Just as the defund the police movement underscores the institutional racism that cries out for fundamental change, the COVID-19 pandemic ravaging nursing home residents underscores a deep-seated ageism inherent in our institutional model of nursing home care. I believe it is time to defund the institutional model and replace it with a radically different model.
Today’s typical nursing home has never come close to meeting the public’s desire for humane and dignified long-term care. Warehousing large numbers of frail elders in hospital-like buildings with residents in double or triple rooms along with staff turnover as high as 100% unavoidably creates a high risk for resident safety and compromises quality of care.
Nursing Homes in the Pandemic
Even before the pandemic, 82% of all nursing homes had infection prevention and control deficiencies cited in one or more years from 2013-2017, according to the U.S. Government Accountability Office. And 48% had such a deficiency in multiple years.
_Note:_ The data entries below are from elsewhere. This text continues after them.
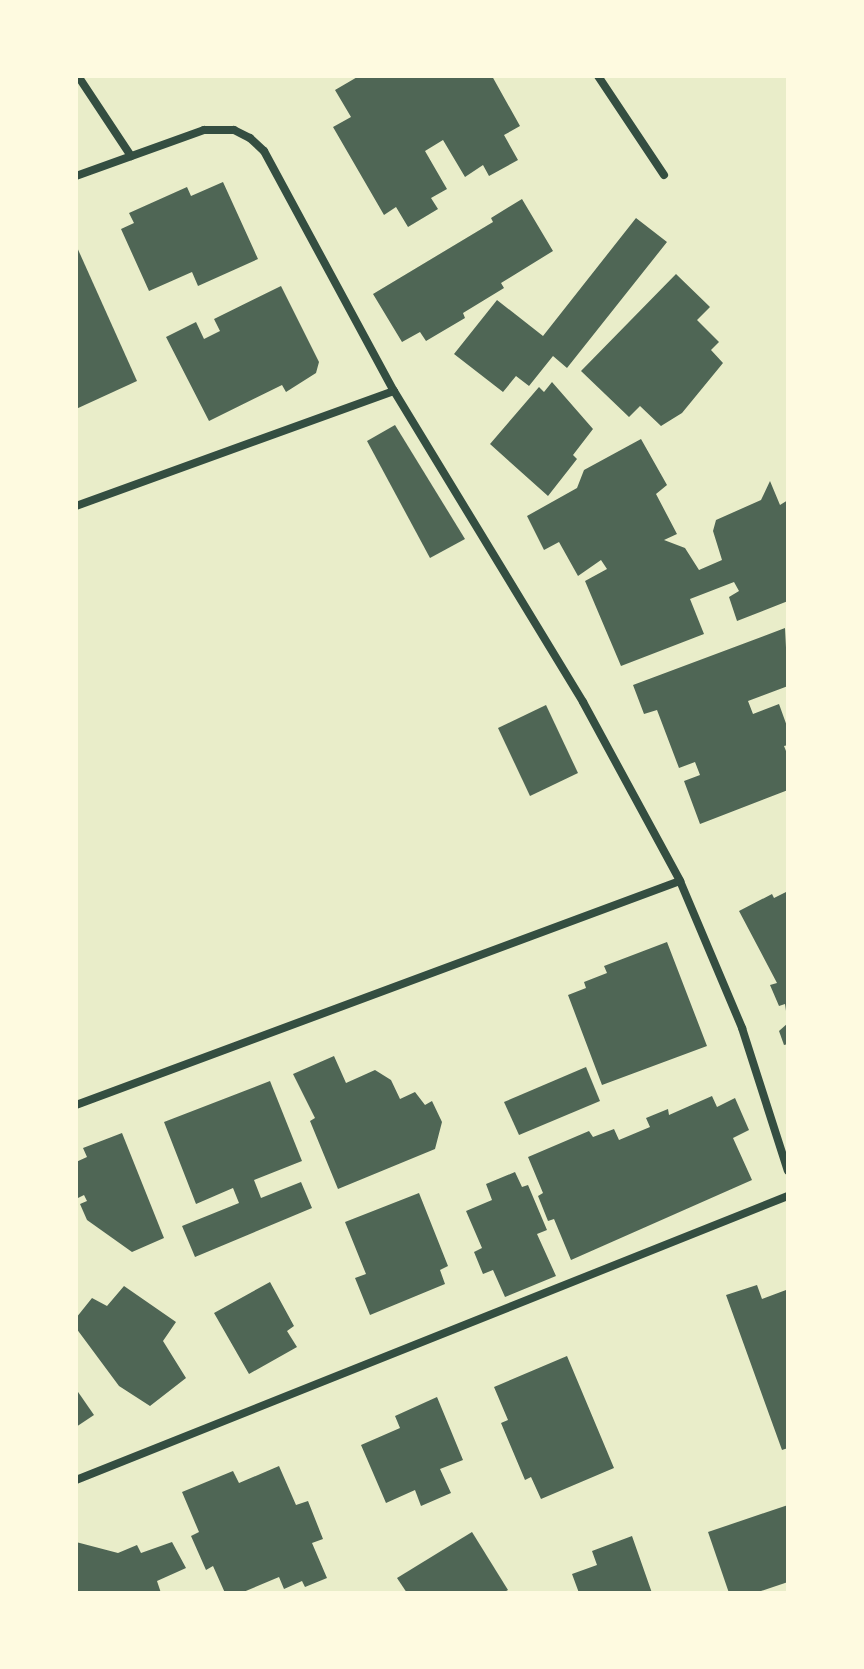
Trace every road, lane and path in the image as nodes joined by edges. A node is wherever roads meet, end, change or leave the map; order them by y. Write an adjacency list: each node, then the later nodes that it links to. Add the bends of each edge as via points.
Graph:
1 (78, 76): 3 (street)
2 (598, 76): 4 (street)
3 (131, 156): 5 (street); 6 (street, via 204,130 234,130 250,138 264,151)
4 (664, 175)
5 (76, 176)
6 (394, 391): 7 (street); 8 (street, via 583,702)
7 (76, 506)
8 (680, 881): 9 (street); 10 (street, via 742,1028)
9 (76, 1105)
10 (788, 1171)
11 (788, 1196): 12 (street)
12 (76, 1480)

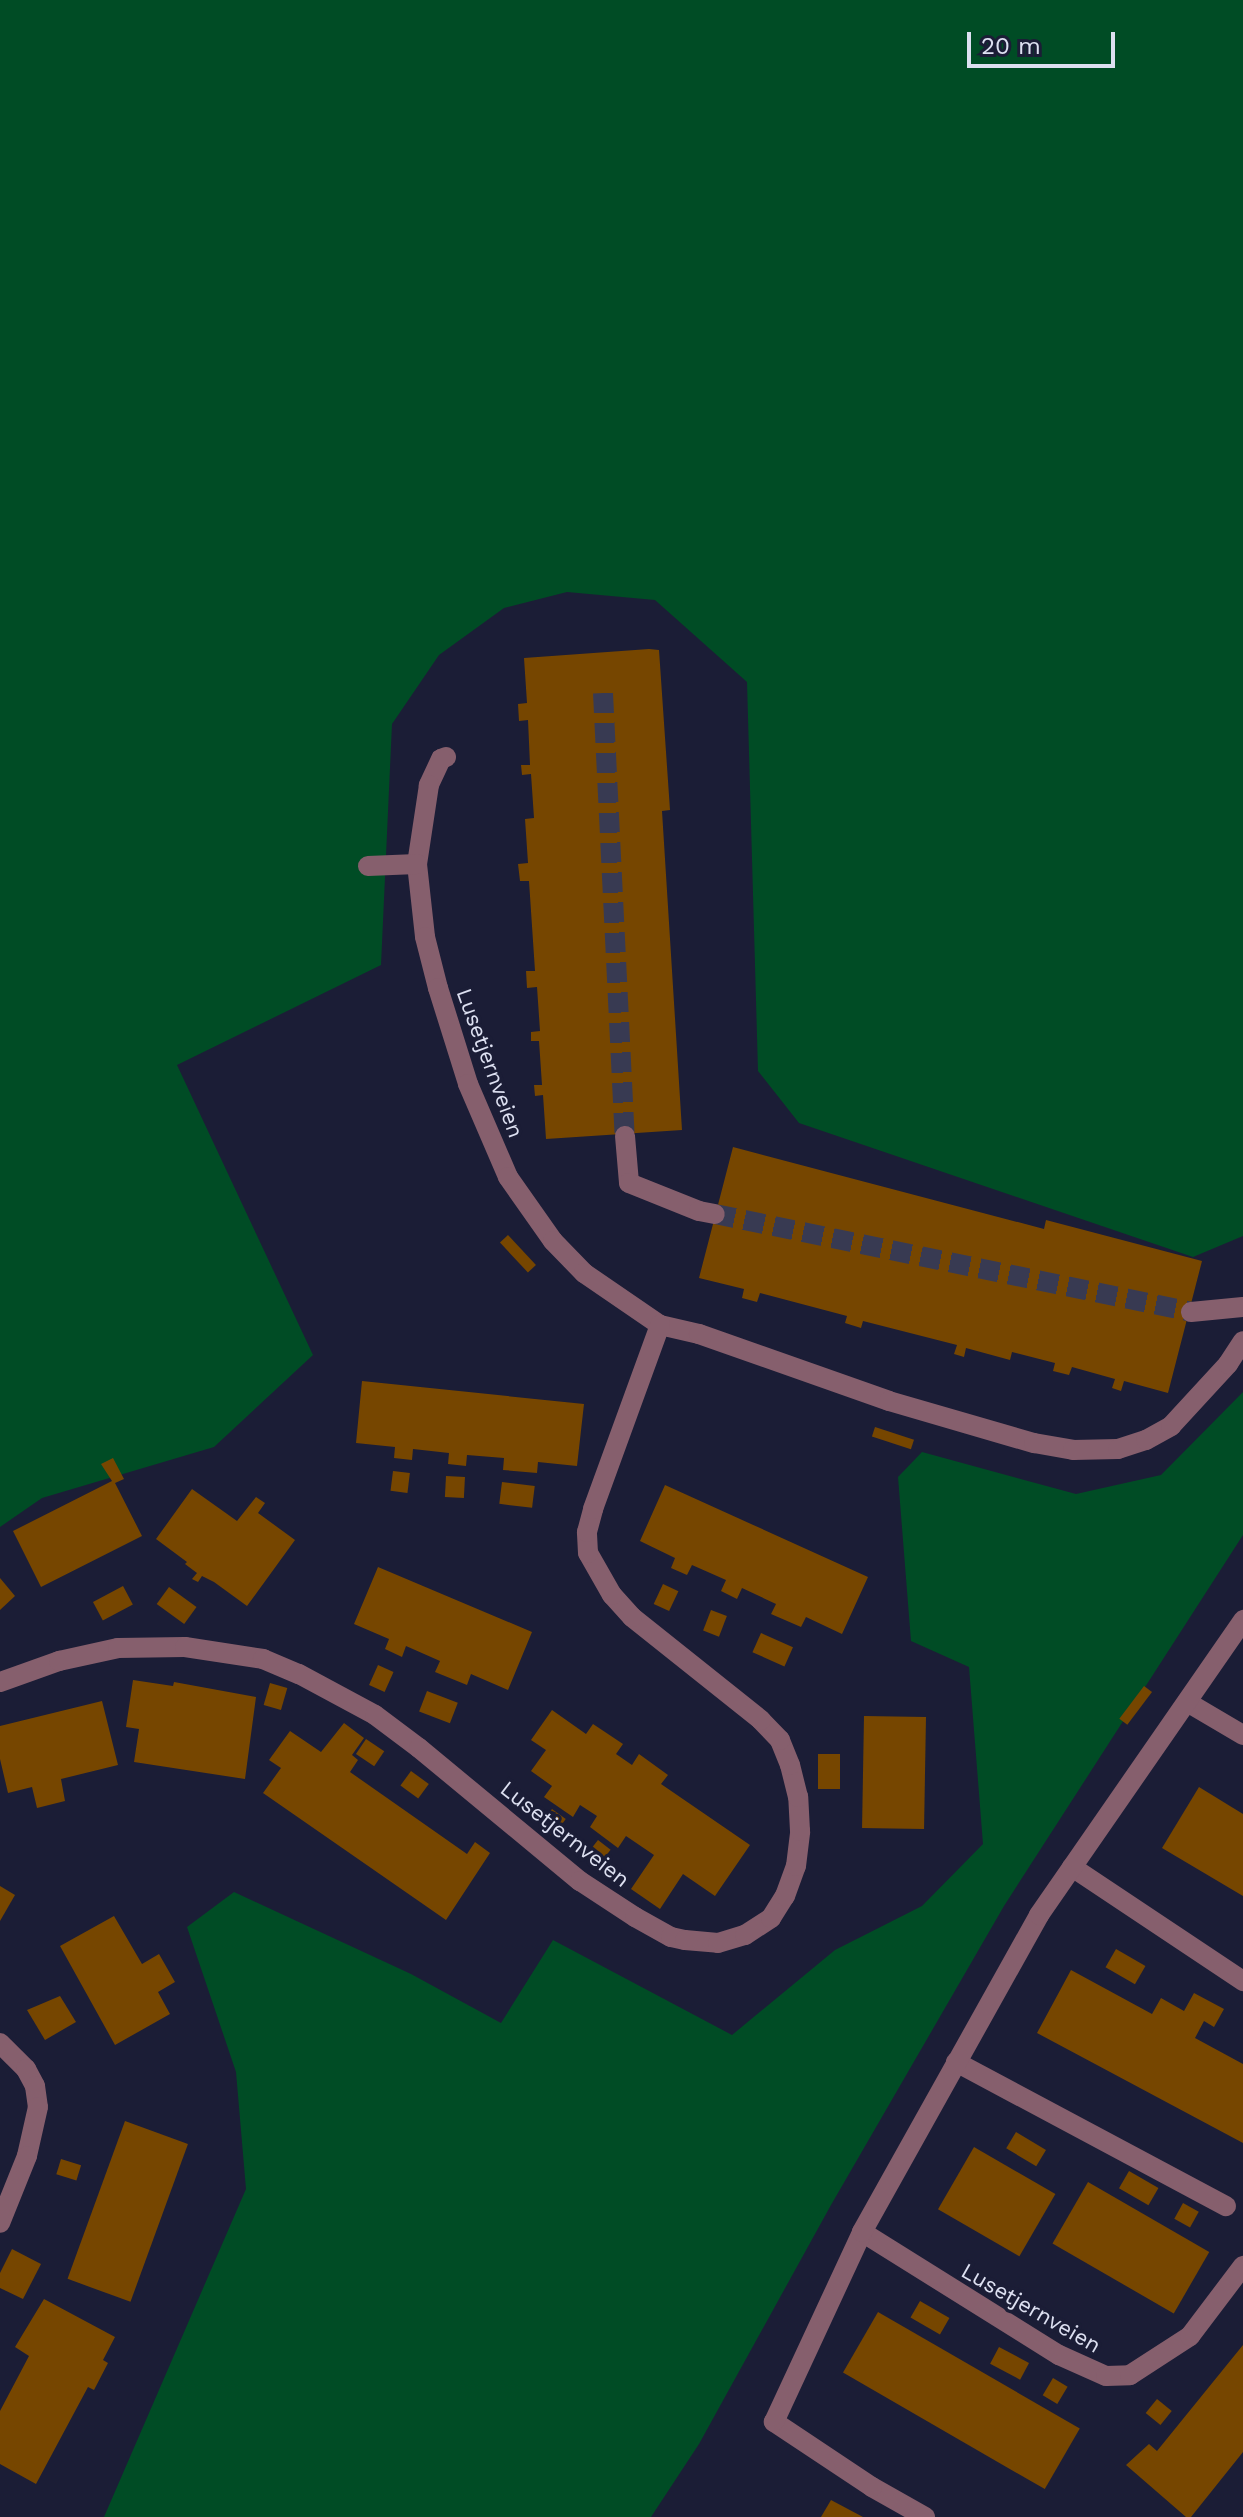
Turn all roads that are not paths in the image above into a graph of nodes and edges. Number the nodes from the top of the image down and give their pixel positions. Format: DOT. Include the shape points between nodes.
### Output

The COVID-19 pandemic is a 9/11 moment for nursing home care.
Despite the $90 billion paid annually by Medicare and Medicaid to nursing homes, and exacting regulatory requirements addressing quality of care and quality of life for the nation’s 1.3 million nursing home residents, we as a society have failed to keep frail elders safe — let alone in an environment that older adults look forward to residing in.
Pandemic data from the Centers for Medicare and Medicaid Services indicate that, as of the end of May, over 32,000 nursing home residents had died in the 88% of nursing homes that reported data. Other analyses have reported nursing home resident and staff deaths represent 40% of the nation’s COVID-19 deaths and in some areas, as high as 75%.
As a result, multiple recommendations for change have gained attention. They include ensuring adequate personal protective equipment in nursing homes; disaster plans that facilitate quarantining; more and better trained staff and heightened monitoring and oversight of care.
But let’s be clear: These measures do little more than rearrange the deck chairs in a failing system.
The COVID-19 pandemic is a 9/11 moment for nursing home care and a test of our ability to reimagine nursing home care that puts the “home” into nursing homes.
The Green House Model
As the largest payor for nursing home care, Medicare and Medicaid hold the key. Now is the time to change facility requirements to gradually limit participation in the program only to facilities that provide the following:
- Small home-like facilities
- Single rooms and bathrooms
- A flattened, more flexible staff hierarchy with cross-trained staff
- A culture focused first on residents’ goals, interests and preferences
Fortunately, there is already a model for this kind of facility: the nonprofit Green House Project created by Next Avenue Influencer in Aging Dr. Bill Thomas in 2003. There are 300 Green House facilities nationally, each with 10 or 12 residents who have single rooms and private baths. Some call this “the household model.”
In The Green House, facilities are designed around a living room with a fireplace and an open kitchen where meals are prepared and shared. The cross-trained staff, backed by nurses and doctors, engage with residents, serving as nurse aides, cooks, cleaners and participants in meals and social activities. Not surprisingly, Green House staff turnover is far below that of traditional nursing homes.
Of most importance to policymakers, Green House Project homes have been proven to have high resident, family and worker satisfaction; better quality of care and quality of life than traditional nursing homes; costs comparable to traditional nursing homes and, in the midst of the pandemic, a much greater ability to prevent and contain illness.
Data collected in ongoing research has revealed only one resident death as of May 31 in a sample of 1,862 residents in 178 Green House homes providing skilled nursing.
As long as the nursing home industry can rely on the flow of federal money for the current model of care, it has no financial incentive to change, not even after the coronavirus catastrophe.
Change that flow, and a major cultural change in long-term care will follow.
The views contained in this article represent Charles Sabatino’s opinions and should not be construed to be those of either the American Bar Association or the Commission on Law and Aging unless adopted pursuant to the bylaws of the Association.